Unity call as devolution 'dead in the water'

By Farnham Herald in Local People

A?CALL?for unity among local authorities has been made by Hampshire County Council after revelations that the Solent devolution bid is almost certainly “dead in the water”.

Having caused rifts as some local authorities aligned themselves with the Solent bid – among them East Hampshire District Council (EHDC) – leaving questions over the economic impact on the rest of the county, county council leader Roy Perry determined to keep an open mind by asking the public for their views on the Government-led devolution process.

The idea was that groups of councils would join together as combined authorities, led by a new democratically-elected mayor, with a view to taking on some central government services. This would be in return for full retention of business rates plus investments in infrastructure.

Southampton, along with Portsmouth and Isle of Wight councils, applied to the Government last October to create what they felt would be a devolved Solent authority to boost economic growth which would, they understood, benefit from a £900m allocation over 30 years by the Government.

But during a meeting in Westminster on January 25, involving Hampshire MPs and council leaders, Portsmouth City Council leader Donna Jones said the money now appeared to have been lost because of opposition by Hampshire County Council, and because there was no consensus.

Isle of Wight Council leader Dave Stewart confirmed that his recently elected Conservative administration would not support the existing bid.

And Mr Perry said: “I’m not surprised that the deal is now dead. It would not have helped the local economy and would have led to the dismantling of vital county-wide services, such as transport, health and social care.”

Having resisted devolution bids, for both the Solent and the Heart of Hampshire, which covers Basingstoke and Deane, Hart, the New Forest, Rushmoor, Test Valley and Winchester councils, “because they make no economic sense in creating false divisions – geographically and between authorities”, Mr Perry called for a halt to the damaging debate, saying: “It’s high time we (Hampshire’s local authorities) came back together in a constructive way, put our recent differences behind us, and focused on the needs of all our residents in difficult times.”

He continued: “The Solent bid would not help the local economy, it would do it harm by isolating the area from the economic resources of the wider county as well as forcing the dismantling of vital county services – now and in the future.

“Nor is there any case for the creation of new unitary councils that cut across the county of Hampshire – again because they make no sense financially or for services. There is actually an overwhelming financial and service case for creating a county-wide unitary, as is being planned in Oxfordshire and Buckinghamshire.

“All local and national evidence shows that this would do more than any other model to save money, protect vital services, and cut council tax. But while the hard evidence for county unitaries is clear, Hampshire County Council prefers, if possible, to work with the districts in the interests of partnership.

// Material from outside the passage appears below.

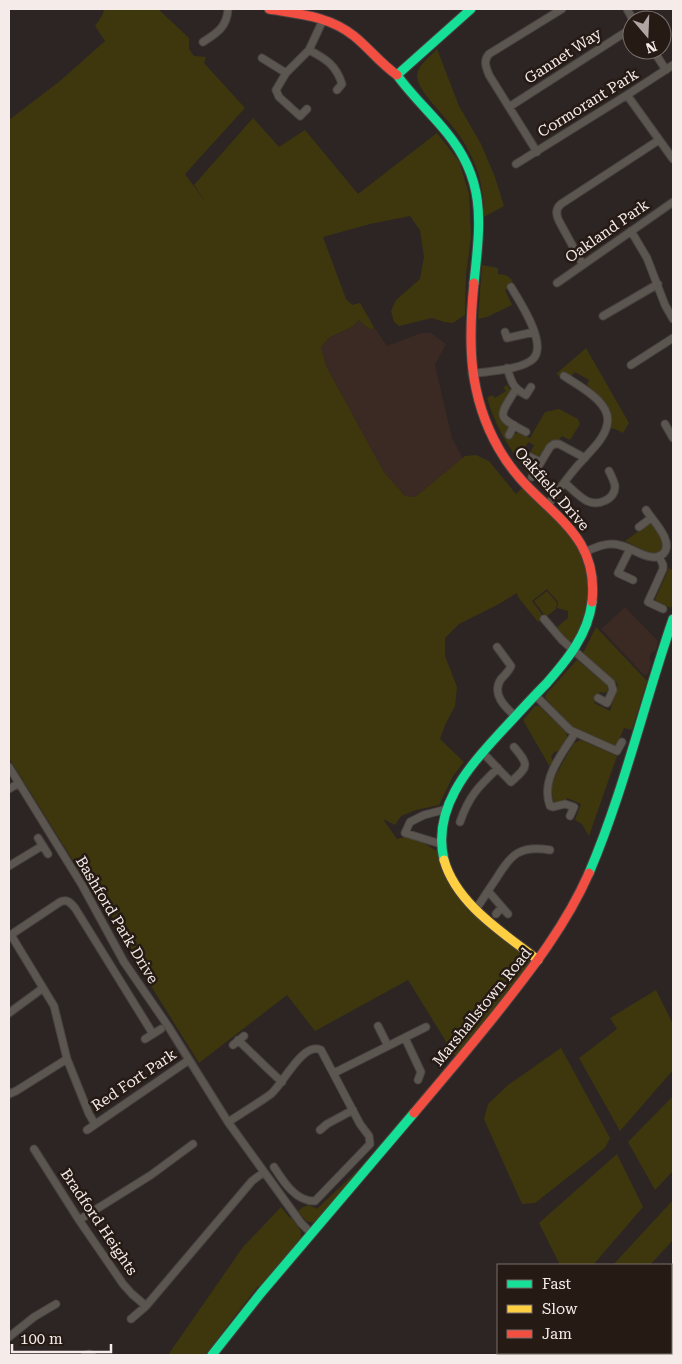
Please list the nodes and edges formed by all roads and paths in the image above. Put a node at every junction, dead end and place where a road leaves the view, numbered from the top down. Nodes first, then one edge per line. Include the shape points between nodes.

“We want a concerted effort to work together in the county to make the two-tier system work, and to re-vamp our vital relations with the three unitaries.”

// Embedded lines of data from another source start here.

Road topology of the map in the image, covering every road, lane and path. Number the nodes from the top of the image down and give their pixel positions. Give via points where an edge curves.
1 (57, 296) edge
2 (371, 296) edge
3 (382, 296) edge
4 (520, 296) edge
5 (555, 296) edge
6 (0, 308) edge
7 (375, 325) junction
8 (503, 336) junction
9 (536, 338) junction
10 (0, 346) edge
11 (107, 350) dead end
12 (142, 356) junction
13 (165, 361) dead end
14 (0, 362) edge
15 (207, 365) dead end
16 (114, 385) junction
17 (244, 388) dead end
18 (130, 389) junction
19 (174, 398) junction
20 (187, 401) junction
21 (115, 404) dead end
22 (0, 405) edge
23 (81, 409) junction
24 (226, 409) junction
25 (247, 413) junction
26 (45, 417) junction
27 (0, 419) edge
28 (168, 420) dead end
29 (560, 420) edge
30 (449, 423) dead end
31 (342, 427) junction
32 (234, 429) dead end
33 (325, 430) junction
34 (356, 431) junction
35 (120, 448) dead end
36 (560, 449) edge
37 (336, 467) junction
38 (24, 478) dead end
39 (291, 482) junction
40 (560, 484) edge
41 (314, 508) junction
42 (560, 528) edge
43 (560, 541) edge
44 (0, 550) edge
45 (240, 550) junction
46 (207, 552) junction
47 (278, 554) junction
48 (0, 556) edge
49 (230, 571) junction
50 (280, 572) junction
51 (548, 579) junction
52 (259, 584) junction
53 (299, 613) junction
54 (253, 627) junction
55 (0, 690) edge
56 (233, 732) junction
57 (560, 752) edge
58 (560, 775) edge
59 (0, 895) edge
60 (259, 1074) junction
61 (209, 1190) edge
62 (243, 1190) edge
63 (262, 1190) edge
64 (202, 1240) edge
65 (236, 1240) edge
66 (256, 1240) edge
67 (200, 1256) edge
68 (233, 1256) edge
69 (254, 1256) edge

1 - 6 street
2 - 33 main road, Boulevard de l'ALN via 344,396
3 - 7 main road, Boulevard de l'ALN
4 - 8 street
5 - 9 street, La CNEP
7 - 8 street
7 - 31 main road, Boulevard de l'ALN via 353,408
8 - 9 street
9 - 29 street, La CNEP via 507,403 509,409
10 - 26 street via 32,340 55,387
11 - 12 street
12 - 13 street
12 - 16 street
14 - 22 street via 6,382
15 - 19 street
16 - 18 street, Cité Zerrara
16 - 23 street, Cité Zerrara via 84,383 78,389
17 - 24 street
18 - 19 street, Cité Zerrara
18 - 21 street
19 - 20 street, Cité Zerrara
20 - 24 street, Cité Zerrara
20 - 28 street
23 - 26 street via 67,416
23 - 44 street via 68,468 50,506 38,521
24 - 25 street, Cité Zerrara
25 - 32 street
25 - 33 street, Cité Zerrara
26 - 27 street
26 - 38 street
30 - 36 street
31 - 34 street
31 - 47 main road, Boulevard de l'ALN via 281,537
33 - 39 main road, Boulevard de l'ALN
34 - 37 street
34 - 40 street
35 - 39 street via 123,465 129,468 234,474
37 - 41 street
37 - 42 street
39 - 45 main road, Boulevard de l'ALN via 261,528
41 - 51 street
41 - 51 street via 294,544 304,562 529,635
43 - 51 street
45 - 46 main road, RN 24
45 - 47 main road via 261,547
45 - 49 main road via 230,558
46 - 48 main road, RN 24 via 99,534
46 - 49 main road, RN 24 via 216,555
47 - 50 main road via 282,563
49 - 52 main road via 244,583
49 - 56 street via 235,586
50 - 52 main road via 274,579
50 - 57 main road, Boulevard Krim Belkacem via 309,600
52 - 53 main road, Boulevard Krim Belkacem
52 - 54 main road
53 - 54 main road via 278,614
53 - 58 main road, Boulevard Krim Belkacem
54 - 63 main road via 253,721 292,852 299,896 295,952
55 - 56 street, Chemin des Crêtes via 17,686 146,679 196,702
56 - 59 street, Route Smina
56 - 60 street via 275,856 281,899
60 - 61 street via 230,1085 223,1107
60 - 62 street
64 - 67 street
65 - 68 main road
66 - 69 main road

EHDC leader Ferris Cowper explained that the devolution initiative had been challenged on many fronts, notably whether there was a maximum size of a combined authority, beyond which it was too big to be genuinely “local” government, plus the highly controversial concept of the new mayor.

In the summer of 2015, he made it clear that, in his view, a combined authority for the whole of Hampshire was “simply too big”.

“The challenge has been to try to find the best solution for East Hampshire,” said Mr Cowper.

“Our business strategy published at the start of 2014 promised financial independence from government grants by 2019/20 and aspired to be tax free by 2021/22. With those strategies and aspirations still on track at the start of 2017, our need for a financial bail-out is much less than any council in Hampshire, possibly England and Wales.”

He continued: “This debate has not delivered a devolution proposal that has been acceptable to the Government. My assessment of the politics is that while devolution remains a government policy, difficult devolution does not.

“I do not expect to see any devolution deal for any part of Hampshire in this year’s Chancellor’s statement with the spring budget. If I am right then, in my view, continued engagement in this debate will be unproductive from this council’s point of view and I would withdraw EHDC from those deliberations at that time.”

And he concluded: “What would this mean for East Hampshire? No new elected mayor. No additional layer of government. I think most people would support that. It would also mean no 100 per cent retention of business rates or large infrastructure grants. But we are still on track to be financially independent in 2019/20 and we will still continue to cut tax and improve services as we did in 2016/17. That could make EHDC the most financially successful council in England and Wales, just as we promised we would at the start of 2014 in our radical business strategy.”